AddressSanitizer (aka ASan) is a memory error detector for C/C++. It finds a lot of the same things as valgrind, but with a lot less overhead.

  • Use after free (dangling pointer dereference)
  • Heap buffer overflow
  • Stack buffer overflow
  • Global buffer overflow
  • Use after return
  • Use after scope
  • Initialization order bugs
  • Memory leaks

To use ASAN you need a gcc version that supports ASAN. gcc 4.8.5 and up are known to work.

How to Compile MariaDB for ASAN

ASAN is supported in MariaDB 10.1 and up.

You can use one of the two following build commands:

cmake . -DWITH_ASAN=ON

or from MariaDB 10.2 and up:

./BUILD/compile-pentium64-asan-max

Running an ASAN Build

To run mysqld with instrumentation you have to set the ASAN_OPTIONS environment variable before starting mysqld. Either in your shell or in your mysqld_safe script.

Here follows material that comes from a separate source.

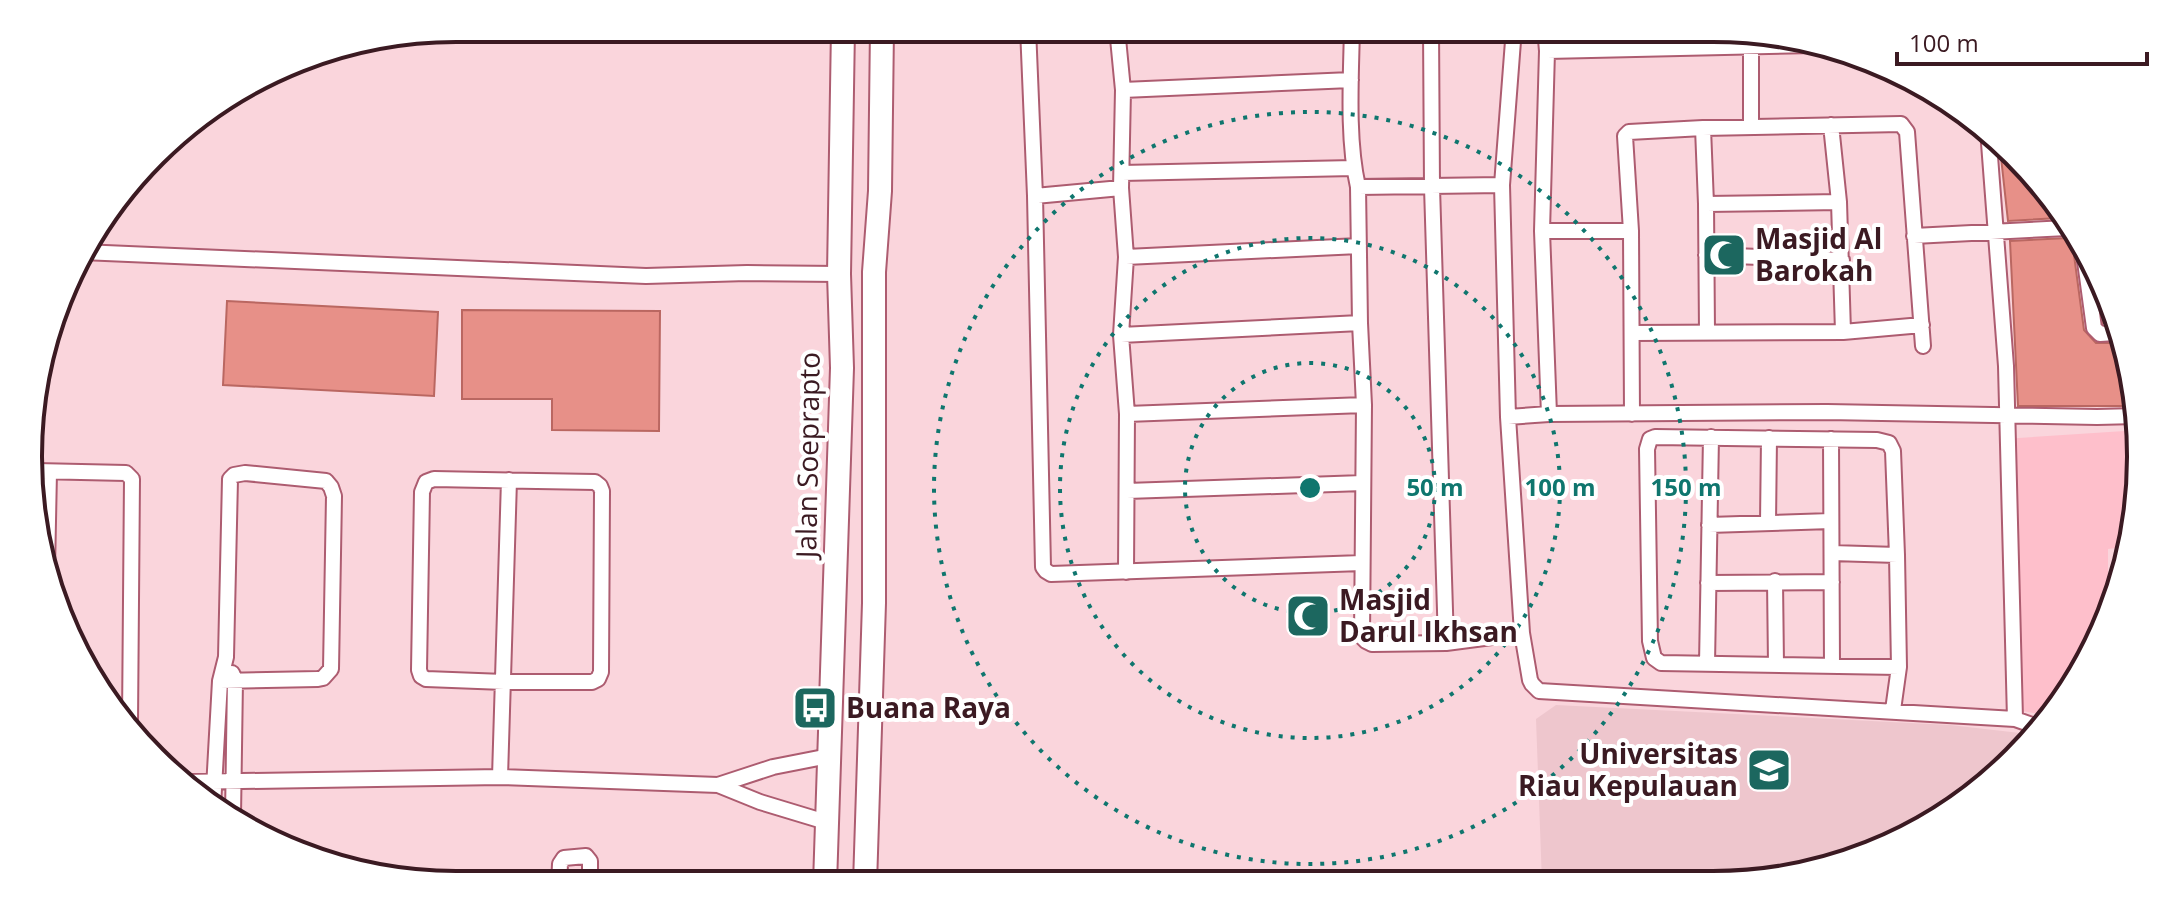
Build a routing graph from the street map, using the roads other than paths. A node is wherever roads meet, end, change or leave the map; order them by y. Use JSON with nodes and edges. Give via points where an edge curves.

export ASAN_OPTIONS=abort_on_error=1:leak_check_at_exit=0

The above command will abort mysqld if any errors are found, which is good for debugging. If you set abort_on_error=0 all errors are logged to your error log file (mysqld.err).

Other Things

A side effect of using ASAN builds is that you will not get any core file if your server crashes.

Using valgrind

The MariaDB test system can use Valgrind for finding memory leaks and wrong memory accesses. Valgrind is an instrumentation framework for building dynamic analysis tools. If valgrind is installed on your system, you can simple use "mysql-test-run --valgrind" to run the test under valgrind.